We know: w > x > y > z > 0, all are integers
We need to check if y is a common divisor of w and x

Statement 1: w/x = 1/z + 1/x
Multiply x throughout:
=> w = x/z + 1
Multiply z throughout
=> wz = x + z
=> x = z(w - 1)

The value of w is at least 4. Thus, w-1 is at least 3
If z is 2 or more, x will exceed w
Thus, z = 1
=> x = w-1
Thus, w and x are consecutive numbers => Their common factor is 1
However, y is not 1 (since z = 1) => y is NOT a common divisor of w and x
Thus, statement 1 is sufficient

Statement 2: w^2 - wy - 2w = 0
=> w(w - y - 2) = 0
Since w is not 0, we have: w - y - 2 = 0
=> w - y = 2
=> w, x, y are consecutive numbers => Their common factor is 1
However, y cannot be 1 (since z cannot be an integer) => y is NOT a common divisor of w and x
Thus, statement 2 is sufficient

Answer D

Sol.
Statement (1): w=x/z+1 .
With respect to the above conditions we can try few numbers for w, x, y and z.
W = 4, x = 3, y = 2, z = 1
W = 6, x = 5, y = 3, z = 1
Hence with above of conditions there will be no set of positive integers in which y is common divisor of w and x.

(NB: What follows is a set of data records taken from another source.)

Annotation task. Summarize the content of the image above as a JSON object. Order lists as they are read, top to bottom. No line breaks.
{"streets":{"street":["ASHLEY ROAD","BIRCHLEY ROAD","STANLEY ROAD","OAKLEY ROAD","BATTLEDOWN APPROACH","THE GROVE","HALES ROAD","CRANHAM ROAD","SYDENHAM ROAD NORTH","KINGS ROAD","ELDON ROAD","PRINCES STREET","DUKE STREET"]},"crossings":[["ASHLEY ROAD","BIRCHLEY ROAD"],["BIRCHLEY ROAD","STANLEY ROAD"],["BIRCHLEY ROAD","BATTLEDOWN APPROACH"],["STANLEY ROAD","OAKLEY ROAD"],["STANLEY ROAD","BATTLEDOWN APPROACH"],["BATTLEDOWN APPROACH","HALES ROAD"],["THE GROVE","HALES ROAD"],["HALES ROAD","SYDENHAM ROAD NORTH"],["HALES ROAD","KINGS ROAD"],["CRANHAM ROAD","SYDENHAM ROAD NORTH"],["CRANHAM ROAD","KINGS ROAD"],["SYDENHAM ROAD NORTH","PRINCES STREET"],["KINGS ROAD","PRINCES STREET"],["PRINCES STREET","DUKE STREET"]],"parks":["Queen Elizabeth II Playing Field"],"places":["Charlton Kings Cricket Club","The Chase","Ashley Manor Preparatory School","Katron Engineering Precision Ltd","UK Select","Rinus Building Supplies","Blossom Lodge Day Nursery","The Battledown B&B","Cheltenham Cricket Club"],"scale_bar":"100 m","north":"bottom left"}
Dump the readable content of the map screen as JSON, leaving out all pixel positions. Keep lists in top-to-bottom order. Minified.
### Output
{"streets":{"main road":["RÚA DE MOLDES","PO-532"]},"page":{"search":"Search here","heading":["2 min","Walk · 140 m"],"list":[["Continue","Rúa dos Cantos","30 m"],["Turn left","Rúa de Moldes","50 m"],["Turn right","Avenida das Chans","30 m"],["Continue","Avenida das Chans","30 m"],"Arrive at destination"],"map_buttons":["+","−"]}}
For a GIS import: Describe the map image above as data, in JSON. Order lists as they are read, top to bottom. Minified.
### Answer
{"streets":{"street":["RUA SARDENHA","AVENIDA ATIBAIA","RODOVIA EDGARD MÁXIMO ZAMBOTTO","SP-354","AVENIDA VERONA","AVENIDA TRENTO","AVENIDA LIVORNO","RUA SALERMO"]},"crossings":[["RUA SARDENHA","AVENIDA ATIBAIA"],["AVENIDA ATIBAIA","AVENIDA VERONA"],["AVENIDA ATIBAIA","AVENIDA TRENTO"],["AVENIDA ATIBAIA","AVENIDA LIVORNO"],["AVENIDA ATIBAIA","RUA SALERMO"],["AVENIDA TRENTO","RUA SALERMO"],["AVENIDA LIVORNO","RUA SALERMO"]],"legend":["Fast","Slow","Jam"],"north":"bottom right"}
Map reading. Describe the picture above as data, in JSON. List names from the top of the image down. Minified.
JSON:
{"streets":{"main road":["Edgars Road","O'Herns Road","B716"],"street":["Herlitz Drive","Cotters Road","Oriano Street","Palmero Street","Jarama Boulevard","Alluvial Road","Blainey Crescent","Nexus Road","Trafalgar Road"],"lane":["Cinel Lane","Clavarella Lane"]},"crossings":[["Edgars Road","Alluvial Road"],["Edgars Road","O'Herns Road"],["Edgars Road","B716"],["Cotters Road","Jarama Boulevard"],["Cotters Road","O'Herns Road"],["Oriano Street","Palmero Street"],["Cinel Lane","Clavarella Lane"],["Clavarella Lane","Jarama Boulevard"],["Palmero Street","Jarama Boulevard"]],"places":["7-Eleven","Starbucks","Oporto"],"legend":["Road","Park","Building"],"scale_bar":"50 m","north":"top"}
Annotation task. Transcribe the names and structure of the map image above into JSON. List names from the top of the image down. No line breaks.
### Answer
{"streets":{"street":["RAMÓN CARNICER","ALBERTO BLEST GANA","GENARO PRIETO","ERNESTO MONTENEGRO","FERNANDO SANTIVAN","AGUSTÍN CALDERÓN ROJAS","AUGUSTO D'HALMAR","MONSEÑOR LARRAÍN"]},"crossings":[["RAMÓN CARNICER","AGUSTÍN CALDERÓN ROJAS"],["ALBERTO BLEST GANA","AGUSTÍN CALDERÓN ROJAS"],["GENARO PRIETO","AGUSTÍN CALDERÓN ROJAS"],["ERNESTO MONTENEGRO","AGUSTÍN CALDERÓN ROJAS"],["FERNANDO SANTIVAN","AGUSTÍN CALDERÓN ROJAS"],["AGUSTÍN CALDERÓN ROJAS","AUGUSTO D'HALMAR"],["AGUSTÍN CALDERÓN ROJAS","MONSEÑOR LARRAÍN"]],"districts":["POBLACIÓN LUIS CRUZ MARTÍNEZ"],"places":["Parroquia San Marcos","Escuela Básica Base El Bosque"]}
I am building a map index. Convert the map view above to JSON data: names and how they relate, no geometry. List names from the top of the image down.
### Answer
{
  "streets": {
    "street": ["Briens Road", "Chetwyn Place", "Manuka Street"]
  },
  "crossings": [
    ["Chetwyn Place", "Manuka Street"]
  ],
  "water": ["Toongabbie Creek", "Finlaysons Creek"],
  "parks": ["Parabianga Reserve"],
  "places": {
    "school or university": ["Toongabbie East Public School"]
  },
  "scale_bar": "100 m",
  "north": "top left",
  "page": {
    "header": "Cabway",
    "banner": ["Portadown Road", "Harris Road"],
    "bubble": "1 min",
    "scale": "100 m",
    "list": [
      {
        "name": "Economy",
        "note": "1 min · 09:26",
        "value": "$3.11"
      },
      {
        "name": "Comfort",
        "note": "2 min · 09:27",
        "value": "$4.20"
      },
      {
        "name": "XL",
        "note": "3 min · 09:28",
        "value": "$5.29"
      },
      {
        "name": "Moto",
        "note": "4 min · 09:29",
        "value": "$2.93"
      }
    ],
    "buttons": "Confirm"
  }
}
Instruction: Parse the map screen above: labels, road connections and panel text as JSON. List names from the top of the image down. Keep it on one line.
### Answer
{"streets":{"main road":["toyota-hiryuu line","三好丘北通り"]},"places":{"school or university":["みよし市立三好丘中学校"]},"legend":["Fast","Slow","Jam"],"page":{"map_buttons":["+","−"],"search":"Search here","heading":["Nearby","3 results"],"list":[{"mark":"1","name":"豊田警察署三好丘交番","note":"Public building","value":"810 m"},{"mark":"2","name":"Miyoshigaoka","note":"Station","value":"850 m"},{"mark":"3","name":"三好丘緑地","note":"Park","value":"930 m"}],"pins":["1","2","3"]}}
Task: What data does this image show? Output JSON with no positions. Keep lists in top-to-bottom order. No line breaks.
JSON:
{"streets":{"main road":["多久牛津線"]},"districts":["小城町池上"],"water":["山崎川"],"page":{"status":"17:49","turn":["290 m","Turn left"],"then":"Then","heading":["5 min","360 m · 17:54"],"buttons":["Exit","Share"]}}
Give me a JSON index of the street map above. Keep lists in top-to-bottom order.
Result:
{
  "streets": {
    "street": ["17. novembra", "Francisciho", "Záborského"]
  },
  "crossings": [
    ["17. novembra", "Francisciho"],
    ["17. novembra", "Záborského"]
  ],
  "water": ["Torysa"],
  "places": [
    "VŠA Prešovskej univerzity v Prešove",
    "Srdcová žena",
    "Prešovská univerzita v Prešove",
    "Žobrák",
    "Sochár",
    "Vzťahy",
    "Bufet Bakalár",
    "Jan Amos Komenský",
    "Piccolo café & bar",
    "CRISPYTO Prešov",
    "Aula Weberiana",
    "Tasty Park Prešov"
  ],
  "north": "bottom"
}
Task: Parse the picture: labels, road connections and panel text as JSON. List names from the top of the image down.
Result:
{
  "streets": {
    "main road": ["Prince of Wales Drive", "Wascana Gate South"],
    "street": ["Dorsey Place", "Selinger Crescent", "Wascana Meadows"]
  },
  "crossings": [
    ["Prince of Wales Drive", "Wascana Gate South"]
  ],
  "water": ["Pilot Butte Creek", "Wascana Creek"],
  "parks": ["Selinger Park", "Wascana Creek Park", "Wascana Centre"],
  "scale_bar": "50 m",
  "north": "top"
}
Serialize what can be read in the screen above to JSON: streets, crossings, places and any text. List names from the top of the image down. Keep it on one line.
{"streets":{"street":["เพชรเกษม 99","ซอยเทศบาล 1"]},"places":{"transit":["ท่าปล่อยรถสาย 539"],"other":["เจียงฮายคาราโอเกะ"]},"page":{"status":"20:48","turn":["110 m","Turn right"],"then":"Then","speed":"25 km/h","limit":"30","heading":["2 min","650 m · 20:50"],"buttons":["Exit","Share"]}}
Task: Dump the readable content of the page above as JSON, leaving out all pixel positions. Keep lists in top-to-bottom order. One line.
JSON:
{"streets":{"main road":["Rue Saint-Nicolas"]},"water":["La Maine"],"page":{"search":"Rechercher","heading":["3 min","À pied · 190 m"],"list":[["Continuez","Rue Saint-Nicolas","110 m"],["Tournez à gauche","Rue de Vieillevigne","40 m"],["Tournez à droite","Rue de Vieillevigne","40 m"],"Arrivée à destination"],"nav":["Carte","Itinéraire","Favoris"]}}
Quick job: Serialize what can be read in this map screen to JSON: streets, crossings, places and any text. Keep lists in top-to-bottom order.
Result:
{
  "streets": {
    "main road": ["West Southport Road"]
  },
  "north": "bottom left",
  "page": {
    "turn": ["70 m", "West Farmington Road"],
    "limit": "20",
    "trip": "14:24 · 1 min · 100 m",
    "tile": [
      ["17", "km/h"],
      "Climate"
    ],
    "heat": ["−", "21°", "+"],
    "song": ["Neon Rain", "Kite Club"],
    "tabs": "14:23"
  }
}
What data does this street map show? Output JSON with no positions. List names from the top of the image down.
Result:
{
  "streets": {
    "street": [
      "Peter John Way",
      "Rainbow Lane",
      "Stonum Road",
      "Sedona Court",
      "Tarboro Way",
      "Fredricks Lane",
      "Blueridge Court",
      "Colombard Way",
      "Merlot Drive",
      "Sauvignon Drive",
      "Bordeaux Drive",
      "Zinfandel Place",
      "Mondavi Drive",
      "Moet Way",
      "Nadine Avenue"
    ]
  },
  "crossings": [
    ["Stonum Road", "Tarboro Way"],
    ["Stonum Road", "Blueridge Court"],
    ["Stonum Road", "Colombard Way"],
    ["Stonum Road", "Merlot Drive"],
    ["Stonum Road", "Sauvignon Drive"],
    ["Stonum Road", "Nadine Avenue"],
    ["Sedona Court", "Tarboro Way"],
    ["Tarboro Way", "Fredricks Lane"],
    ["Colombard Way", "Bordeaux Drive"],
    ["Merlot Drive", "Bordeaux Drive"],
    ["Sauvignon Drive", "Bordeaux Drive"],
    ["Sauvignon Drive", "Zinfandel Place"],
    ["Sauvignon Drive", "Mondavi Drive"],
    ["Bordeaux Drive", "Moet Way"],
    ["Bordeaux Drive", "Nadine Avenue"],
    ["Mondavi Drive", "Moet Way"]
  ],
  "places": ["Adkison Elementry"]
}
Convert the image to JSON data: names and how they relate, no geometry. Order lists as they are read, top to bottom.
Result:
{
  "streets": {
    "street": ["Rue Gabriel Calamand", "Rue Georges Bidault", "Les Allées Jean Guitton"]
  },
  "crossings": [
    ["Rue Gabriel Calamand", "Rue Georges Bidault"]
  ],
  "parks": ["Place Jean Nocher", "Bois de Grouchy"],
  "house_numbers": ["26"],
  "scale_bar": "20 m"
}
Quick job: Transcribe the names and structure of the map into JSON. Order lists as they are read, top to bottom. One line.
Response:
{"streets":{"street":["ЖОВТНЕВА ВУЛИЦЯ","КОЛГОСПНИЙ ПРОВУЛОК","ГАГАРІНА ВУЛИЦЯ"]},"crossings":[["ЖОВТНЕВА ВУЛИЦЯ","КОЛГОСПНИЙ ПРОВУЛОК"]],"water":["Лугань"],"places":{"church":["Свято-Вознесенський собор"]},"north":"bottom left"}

Hence statement 1 is sufficient.
Statement (2): w^2-wy-2y=0,w-y=2
With respect to the above conditions we can try few numbers for w, x, y and z.
W = 4, x = 3, y = 2, z = 1
W = 6, x = 5, y = 4, z = 3
W, x, and y are consecutive.
Hence with above of conditions there will be no set of positive integers in which y is common divisor of w and x. Hence statement 2 is sufficient.
Both statements alone are sufficient to answer the questions.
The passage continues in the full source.